ObIndexBuilder::generate_schema is responsible for generating the basic information of the index table schema. Other information is mainly from the primary table. The index table mainly focuses on the column information. Normal index tables only include index columns and primary key columns, and the duplicate primary key columns are omitted. The unique index must contain index columns, hidden key columns, and primary key columns. What is the hidden key? The hidden key helps understand the comparison issues when the value of the index column is null.

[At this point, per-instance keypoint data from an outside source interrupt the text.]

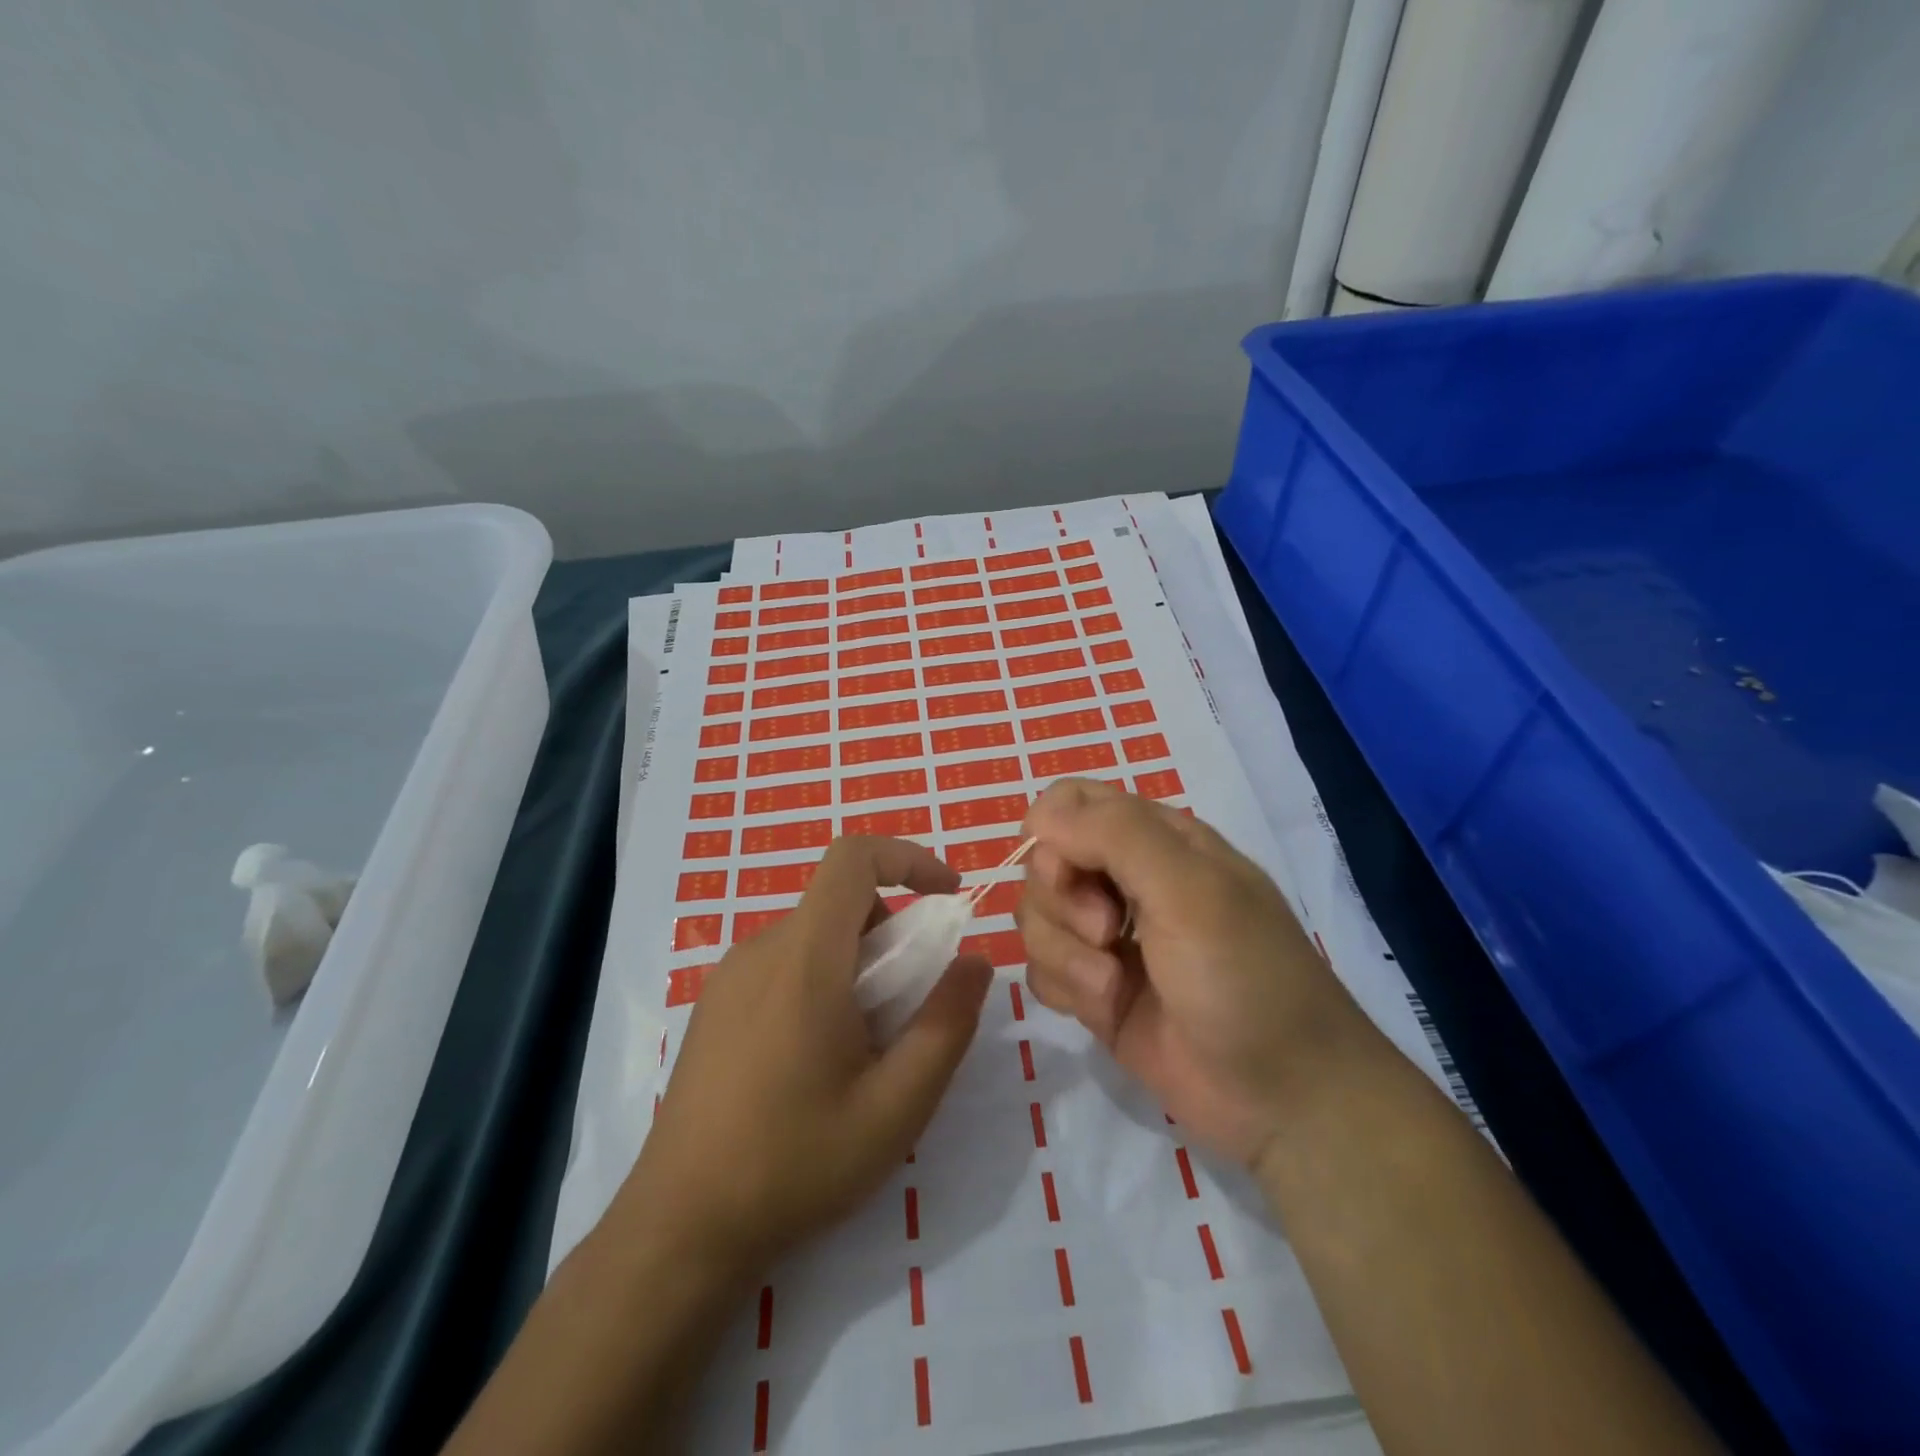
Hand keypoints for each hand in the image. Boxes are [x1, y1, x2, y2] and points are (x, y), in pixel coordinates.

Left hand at [609, 836, 992, 1280]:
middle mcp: (760, 951)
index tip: (948, 897)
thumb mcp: (895, 1108)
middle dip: (892, 931)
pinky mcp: (714, 1005)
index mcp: (804, 959)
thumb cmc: (794, 1165)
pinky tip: (818, 1058)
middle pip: (840, 901)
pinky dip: (822, 978)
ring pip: (813, 934)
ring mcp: (729, 977)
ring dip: (858, 961)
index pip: (853, 857)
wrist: (679, 1229)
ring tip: (866, 1044)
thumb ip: (946, 1026)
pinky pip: (783, 962)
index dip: (908, 857)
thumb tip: (976, 962)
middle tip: (910, 1004)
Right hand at [1016, 778, 1366, 1171]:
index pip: (1071, 802)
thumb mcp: (1190, 890)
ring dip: (1065, 953)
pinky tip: (1106, 1008)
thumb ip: (1115, 836)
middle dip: (1063, 901)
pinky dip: (1065, 988)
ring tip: (1113, 985)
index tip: (1062, 871)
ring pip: (1036, 918)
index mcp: (1156, 840)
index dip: (1052, 832)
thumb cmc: (1245, 977)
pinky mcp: (1095, 990)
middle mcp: (1125, 881)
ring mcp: (1108, 938)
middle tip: (1109, 933)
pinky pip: (1041, 970)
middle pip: (1044, 862)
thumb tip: (1041, 816)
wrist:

In SQL semantics, null and null are not equal, but in the aspect of code comparison, the values of null and null are equal. If there is a null in the index column, the specific value of the primary key will be entered in the hidden key column. If the index column is not null, the null value will be entered in the hidden key column. The semantics (null and null are not equal) can be achieved during index key comparison with the primary hidden key column. The generate_schema is just a memory object that generates the schema of the column index table. In this case, the index table is not available, so the state of the index table is set to INDEX_STATUS_UNAVAILABLE in the schema.

After the index table schema is generated, you need to write the schema to the internal table. This step is done by ObDDLOperator::create_table.

Then, it is also necessary to create a memory structure of the index table on the relevant machine. Therefore, the location information of the index table is generated through the ObDDLService::generate_global_index_locality_and_primary_zone, and RPC is sent to the target machines through the ObDDLService::create_table_partitions to notify them to create the memory structure of each partition of the index table, including memtable, table_store, and the mapping from partition_key to table_store. Then, notify other machines to refresh the schema through ObDDLService::publish_schema.

After the schema and memory structure of the index table are created, submit the control task with data completed from the global index to the queue through ObGlobalIndexBuilder::submit_build_global_index_task. Later, the control task is used to advance the data completion process of the global index.

When the control task is submitted, the submit_build_global_index_task will create a task record in the __all_index_build_stat, and the status of the control task will be updated to the __all_index_build_stat table.

The global index control task is executed by the ObGlobalIndexBuilder. This thread pool only has one thread, and the queue length is limited by memory (no memory upper limit is set). The entry point for task execution is ObGlobalIndexBuilder::run3 -> ObGlobalIndexBuilder::try_drive.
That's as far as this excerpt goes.